§ Exercise description
Each line of the material must be repeated precisely, with the pictures left out.
^^^^^^^^
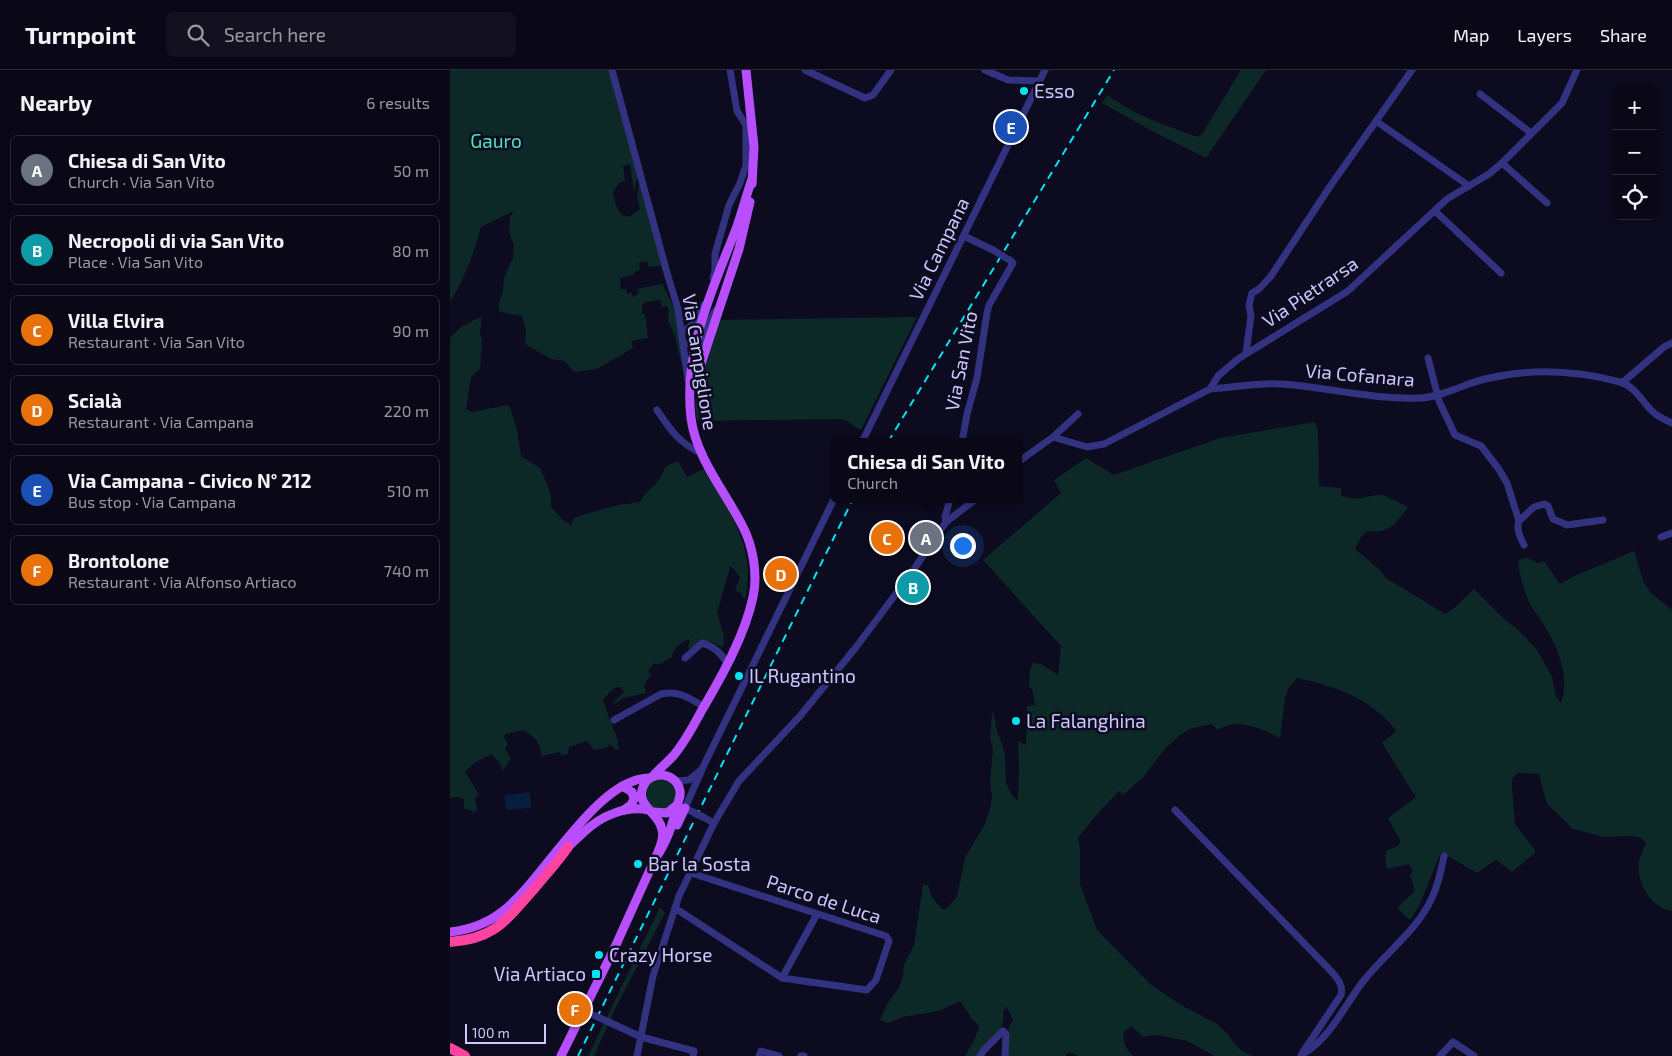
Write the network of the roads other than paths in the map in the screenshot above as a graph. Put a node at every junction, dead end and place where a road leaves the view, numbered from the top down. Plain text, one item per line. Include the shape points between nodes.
1 (612, 70) edge
2 (730, 70) edge
3 (746, 70) edge
4 (805, 70) edge
5 (891, 70) edge
6 (985, 70) edge
7 (1045, 70) edge
8 (1412, 70) edge
9 (1577, 70) edge
10 (1039, 81) junction
11 (1480, 94) dead end
12 (1376, 121) junction
13 (1531, 133) junction
14 (1502, 163) junction
15 (752, 179) junction
16 (1468, 186) junction
17 (1547, 203) dead end
18 (1435, 211) junction
19 (964, 236) junction
20 (1500, 273) dead end
21 (720, 307) junction
22 (682, 331) junction
23 (683, 342) junction
24 (1672, 343) edge
25 (694, 346) junction
26 (1246, 353) junction
27 (1428, 358) dead end
28 (1622, 383) junction
29 (1210, 389) junction
30 (690, 395) junction
31 (1437, 396) junction
32 (658, 410) dead end
33 (1078, 414) dead end
34 (1672, 424) edge
35 (1053, 437) junction
36 (864, 438) edge
37 (963, 438) edge
38 (703, 454) junction
39 (1022, 459) edge
40 (832, 503) edge
41 (949, 503) edge
42 (971, 503) edge
43 (1519, 520) junction
44 (1603, 520) dead end
45 (946, 522) junction
46 (1672, 533) edge
47 (1661, 537) dead end
48 (1524, 545) dead end
49 (685, 658) dead end
50 (727, 663) junction
51 (704, 707) junction
52 (614, 720) dead end
53 (675, 754) junction
54 (704, 765) junction
55 (652, 777) junction
56 (674, 780) junction
57 (622, 786) junction
58 (601, 802) junction
59 (680, 805) junction
60 (624, 810) junction
61 (1175, 810) dead end
62 (651, 811) junction
63 (612, 814) junction
64 (714, 823) junction
65 (568, 847) junction
66 (1444, 856) dead end
67 (655, 859) junction
68 (548, 864) junction
69 (691, 873) junction
70 (675, 908) junction
71 (817, 914) junction
72 (450, 932) edge
73 (450, 942) edge
74 (782, 978) junction
75 (587, 1012) junction
76 (641, 1037) junction
77 (450, 1048) edge
78 (465, 1056) edge
79 (561, 1056) edge
80 (637, 1056) edge
81 (693, 1056) edge
82 (760, 1056) edge
83 (778, 1056) edge
84 (980, 1056) edge
85 (1005, 1056) edge
86 (1301, 1056) edge
87 (1440, 1056) edge
88 (1474, 1056) edge

1 - 22 street, Via Campiglione
2 - 22 street via 737,111 746,125 746,165 729,205 708,294 696,319
3 - 15 main road via 754,147
4 - 5 street via 865,98 873,95
6 - 10 street via 1008,80
7 - 10 street, Via Campana
8 - 12 street
9 - 13 street, Via Pietrarsa via 1562,103
10 - 19 street, Via Campana
11 - 13 street
12 - 16 street
12 - 26 street via 1271,276 1252,293
13 - 14 street, Via Pietrarsa
14 - 16 street, Via Pietrarsa
14 - 17 street
15 - 21 main road via 745,228
15 - 25 main road
16 - 18 street, Via Pietrarsa
18 - 20 street
18 - 26 street, Via Pietrarsa via 1348,291
19 - 36 street, Via Campana
19 - 37 street, Via San Vito, bridge via 1012,262 986,313 977,378
21 - 25 street via 713,314 705,336
21 - 30 main road
22 - 23 street, Via Campiglione
23 - 25 street
23 - 30 street, Via Campiglione
24 - 28 street
25 - 30 main road
26 - 29 street, Via Pietrarsa via 1228,366
27 - 31 street
28 - 31 street, Via Cofanara via 1551,370 1486,378
28 - 34 street, Via Cofanara via 1654,413
29 - 31 street, Via Cofanara via 1280,384 1400,398
29 - 35 street, Via Pietrarsa via 1104,444 1087,447
30 - 38 main road, Via Campiglione via 696,441
31 - 43 street via 1454,435 1480,446 1498,468 1507,483
32 - 38 street via 678,439
33 - 35 street
35 - 39 street
38 - 50 main road, Via Campiglione via 743,527 754,568 753,596
40 - 54 street
41 - 45 street
42 - 45 street
43 - 44 street via 1534,507 1544,504 1553,519 1567,526
43 - 48 street
45 - 64 street via 851,653 800,716 739,781
46 - 47 street
49 - 50 street via 702,643 720,652
50 - 51 main road, Via Campiglione
51 - 52 street via 685,696 667,692
51 - 53 main road, Via Campiglione
53 - 55 main road, Via Campiglione
53 - 56 main road, Via Campiglione via 670,768
54 - 56 street via 693,779
54 - 59 street via 695,789
55 - 56 main road via 661,775
55 - 57 main road
55 - 62 main road via 644,784 641,794 643,803
56 - 59 main road via 680,794
57 - 58 main road
57 - 60 main road via 629,789 634,799
58 - 63 main road via 602,810
58 - 68 main road
59 - 62 main road via 667,813
59 - 64 street, bridge
59 - 67 main road via 666,842
60 - 62 main road
60 - 63 main road
61 - 86 street via 1339,982 1341,994
62 - 67 main road via 663,832
63 - 65 main road via 589,827
64 - 69 street
65 - 68 main road
65 - 73 highway via 500,926 480,937
66 - 86 street via 1431,900 1418,920 1365,980 1318,1043
67 - 75 main road
68 - 72 main road via 502,912 474,926
69 - 70 street
69 - 71 street, Parco de Luca
70 - 74 street, Parco de Luca
70 - 76 street via 653,976
71 - 74 street
71 - 74 street, Parco de Luca via 886,936 889,941 876,980 868,990
75 - 76 street, bridge
75 - 79 main road
76 - 80 street
76 - 81 street via 694,1051
77 - 78 highway
82 - 83 street via 761,1051
84 - 85 street via 1003,1031 1006,1034
87 - 88 street via 1453,1042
^^^^^^^^
§ Answer for this exercise
Write the network of the roads other than paths in the map in the screenshot above as a graph. Put a node at every junction, dead end and place where a road leaves the view, numbered from the top down. Plain text, one item per line. Include the shape points between nodes.
1 (612, 70) edge
2 (730, 70) edge
3 (746, 70) edge
4 (805, 70) edge
5 (891, 70) edge
6 (985, 70) edge
7 (1045, 70) edge
8 (1412, 70) edge
9 (1577, 70) edge
10 (1039, 81) junction
11 (1480, 94) dead end
12 (1376, 121) junction
13 (1531, 133) junction
14 (1502, 163) junction
15 (752, 179) junction
16 (1468, 186) junction
17 (1547, 203) dead end
18 (1435, 211) junction
19 (964, 236) junction
20 (1500, 273) dead end
21 (720, 307) junction
22 (682, 331) junction
23 (683, 342) junction
24 (1672, 343) edge
25 (694, 346) junction
26 (1246, 353) junction
27 (1428, 358) dead end
28 (1622, 383) junction
29 (1210, 389) junction
30 (690, 395) junction
31 (1437, 396) junction
32 (658, 410) dead end
33 (1078, 414) dead end
34 (1672, 424) edge
35 (1053, 437) junction
36 (864, 438) edge
37 (963, 438) edge
38 (703, 454) junction
39 (1022, 459) edge
40 (832, 503) edge
41 (949, 503) edge
42 (971, 503) edge
43 (1519, 520) junction
44 (1603, 520) dead end
45 (946, 522) junction
46 (1672, 533) edge
47 (1661, 537) dead end
48 (1524, 545) dead end
49 (685, 658) dead end
50 (727, 663) junction
51 (704, 707) junction
52 (614, 720) dead end
53 (675, 754) junction
54 (704, 765) junction
55 (652, 777) junction
56 (674, 780) junction
57 (622, 786) junction
58 (601, 802) junction
59 (680, 805) junction
60 (624, 810) junction
61 (1175, 810) dead end
62 (651, 811) junction
63 (612, 814) junction
64 (714, 823) junction
65 (568, 847) junction
66 (1444, 856) dead end
67 (655, 859) junction
68 (548, 864) junction
69 (691, 873) junction
70 (675, 908) junction
71 (817, 914) junction
72 (450, 932) edge
73 (450, 942) edge
74 (782, 978) junction
75 (587, 1012) junction
76 (641, 1037) junction
77 (450, 1048) edge
78 (465, 1056) edge
79 (561, 1056) edge
80 (637, 1056) edge
81 (693, 1056) edge
82 (760, 1056) edge
83 (778, 1056) edge
84 (980, 1056) edge
85 (1005, 1056) edge
86 (1301, 1056) edge
87 (1440, 1056) edge
88 (1474, 1056) edge

1 - 22 street, Via Campiglione
2 - 22 street via 737,111 746,125 746,165 729,205 708,294 696,319
3 - 15 main road via 754,147
4 - 5 street via 865,98 873,95
6 - 10 street via 1008,80
7 - 10 street, Via Campana
8 - 12 street
9 - 13 street, Via Pietrarsa via 1562,103
10 - 19 street, Via Campana
11 - 13 street
12 - 16 street
12 - 26 street via 1271,276 1252,293
13 - 14 street, Via Pietrarsa
14 - 16 street, Via Pietrarsa
14 - 17 street
15 - 21 main road via 745,228
15 - 25 main road
16 - 18 street, Via Pietrarsa
18 - 20 street
18 - 26 street, Via Pietrarsa via 1348,291
19 - 36 street, Via Campana
19 - 37 street, Via San Vito, bridge via 1012,262 986,313 977,378
21 - 25 street via 713,314 705,336
21 - 30 main road
22 - 23 street, Via Campiglione
23 - 25 street
23 - 30 street, Via Campiglione
24 - 28 street
25 - 30 main road
26 - 29 street, Via Pietrarsa via 1228,366
27 - 31 street
28 - 31 street, Via Cofanara via 1551,370 1486,378
28 - 34 street, Via Cofanara via 1654,413
29 - 31 street, Via Cofanara via 1280,384 1400,398
29 - 35 street, Via Pietrarsa via 1104,444 1087,447
30 - 38 main road, Via Campiglione via 696,441
31 - 43 street via 1454,435 1480,446 1498,468 1507,483
32 - 38 street via 678,439
33 - 35 street
35 - 39 street
38 - 50 main road, Via Campiglione via 743,527 754,568 753,596
40 - 54 street
41 - 45 street
42 - 45 street
43 - 44 street via 1534,507 1544,504 1553,519 1567,526
43 - 48 street
45 - 64 street via 851,653 800,716 739,781
46 - 47 street
49 - 50 street via 702,643 720,652
50 - 51 main road, Via Campiglione
51 - 52 street via 685,696 667,692
51 - 53 main road, Via Campiglione
53 - 55 main road, Via Campiglione
53 - 56 main road, Via Campiglione via 670,768
54 - 56 street via 693,779
54 - 59 street via 695,789
55 - 56 main road via 661,775
55 - 57 main road
55 - 62 main road via 644,784 641,794 643,803
56 - 59 main road via 680,794
57 - 58 main road
57 - 60 main road via 629,789 634,799
58 - 63 main road via 602,810
58 - 68 main road
59 - 62 main road via 667,813
59 - 64 street, bridge
59 - 67 main road via 666,842
60 - 62 main road
60 - 63 main road
61 - 86 street via 1339,982 1341,994
62 - 67 main road via 663,832
63 - 65 main road via 589,827
64 - 69 street
65 - 68 main road
65 - 73 highway via 500,926 480,937
66 - 86 street via 1431,900 1418,920 1365,980 1318,1043
67 - 75 main road
68 - 72 main road via 502,912 474,926
69 - 70 street
69 - 71 street, Parco de Luca
70 - 74 street, Parco de Luca
70 - 76 street via 653,976
71 - 74 street
71 - 74 street, Parco de Luca via 886,936 889,941 876,980 868,990
75 - 76 street, bridge
75 - 79 main road
76 - 80 street
76 - 81 street via 694,1051
77 - 78 highway
82 - 83 street via 761,1051
84 - 85 street via 1003,1031 1006,1034
87 - 88 street via 1453,1042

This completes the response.